Under the new rules, conference champions who clear a certain time standard, based on the 72nd-ranked time in the country from past seasons, receive an automatic qualification to the NCAA Championships – even if they are slower than another swimmer in the same event.
2026 Women’s NCAA Division 1 Qualifying Times
Individual Events
Event Standard 50 Freestyle 22.28 100 Freestyle 48.60 200 Freestyle 1:45.53 500 Freestyle 4:43.70 1,650 Freestyle 16:25.29 100 Butterfly 52.52 200 Butterfly 1:57.11 100 Backstroke 52.65 200 Backstroke 1:54.80 100 Breaststroke 1:00.30 200 Breaststroke 2:11.27 200 Individual Medley 1:57.88 400 Individual Medley 4:13.20 2026 Men’s NCAA Division 1 Qualifying Times
Individual Events
Event Standard 50 Freestyle 19.43 100 Freestyle 42.55 200 Freestyle 1:33.93 500 Freestyle 4:18.07 1,650 Freestyle 15:06.60 100 Butterfly 46.11 200 Butterfly 1:43.79 100 Backstroke 46.29 200 Backstroke 1:42.14 100 Breaststroke 52.58 200 Breaststroke 1:54.95 200 Individual Medley 1:44.13 400 Individual Medley 3:46.19
Conference Championship-Winning Times
The simple answer to the first question is that the qualifying standard needs to be cleared during the conference title-winning swim.
If we accept the rule (which many in swimming still do not), then this is a great addition, because it gives a punctuated moment of exuberance that a conference can build hoopla around. Steamers, fireworks, music, a massive celebration, social media content…all of these things are possible and can be enhanced by the singular moment. Singular moments are the best of swimming, and a move toward more of them will be objectively good for the watchability of the sport (Last Chance meets, we’re looking at you).
That means the time can’t be swum at:
- Dual meets
- Last Chance meets
- Mid-season invites
- Relay leadoffs
- Prelims
- Splits on longer races
- Time trials
This brough up another question though. What about teams that compete in multiple conferences, like members of the ECAC?
What Defines a Conference?
In certain applications, the NCAA has allowed teams to recognize multiple conference championship meets. Most prominently, that has historically been the Eastern College Athletic Conference (ECAC), a historical amalgamation of teams mostly in the Northeastern United States.
As of fall 2023, there were 78 Division I members, 7 Division II members, and 79 Division III members, with most competing in only one or a few sports (the ECAC is rising to prominence in esports competitions).

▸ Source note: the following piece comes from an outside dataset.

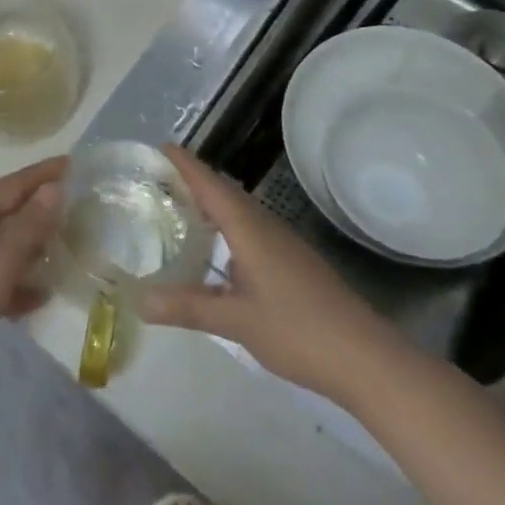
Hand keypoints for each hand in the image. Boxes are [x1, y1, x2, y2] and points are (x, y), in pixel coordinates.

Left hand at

For NCAA Division I teams, the league sponsors cross country, equestrian, golf, gymnastics, swimming & diving, tennis, and track & field.
In swimming & diving, the conference’s championship meet has become effectively a last chance meet or an alternate championship for swimmers who didn’t make their conference rosters (though it has occasionally been recently been a primary championship for teams orphaned by conference realignment).
Under the new system, the ECAC won’t count for NCAA Championship qualifications.
The Oversight Committee put in place a few restrictions on what they will count as a conference for the purposes of an automatic qualifier conference).
- A conference must have a minimum of 5 teams of a gender to be Automatic Qualifier eligible.
- If a school’s primary conference affiliation sponsors swimming & diving, that is their conference for AQs.
This rules out both the ECAC, and any attempts to form new conferences for the purposes of Automatic Qualifiers.
For example, take schools like Northwestern, Missouri, Pitt, Texas A&M, and Georgia Tech. Those schools recruit good swimmers, many of whom ultimately rank in the top 72 in the country (which is how the Automatic Qualifier times were set), but who don’t often win conference titles because they race against the likes of Indiana, Texas and Cal.
Those schools couldn’t pull together and form a new super-conference just to escalate the number of NCAA Championship qualifiers they get.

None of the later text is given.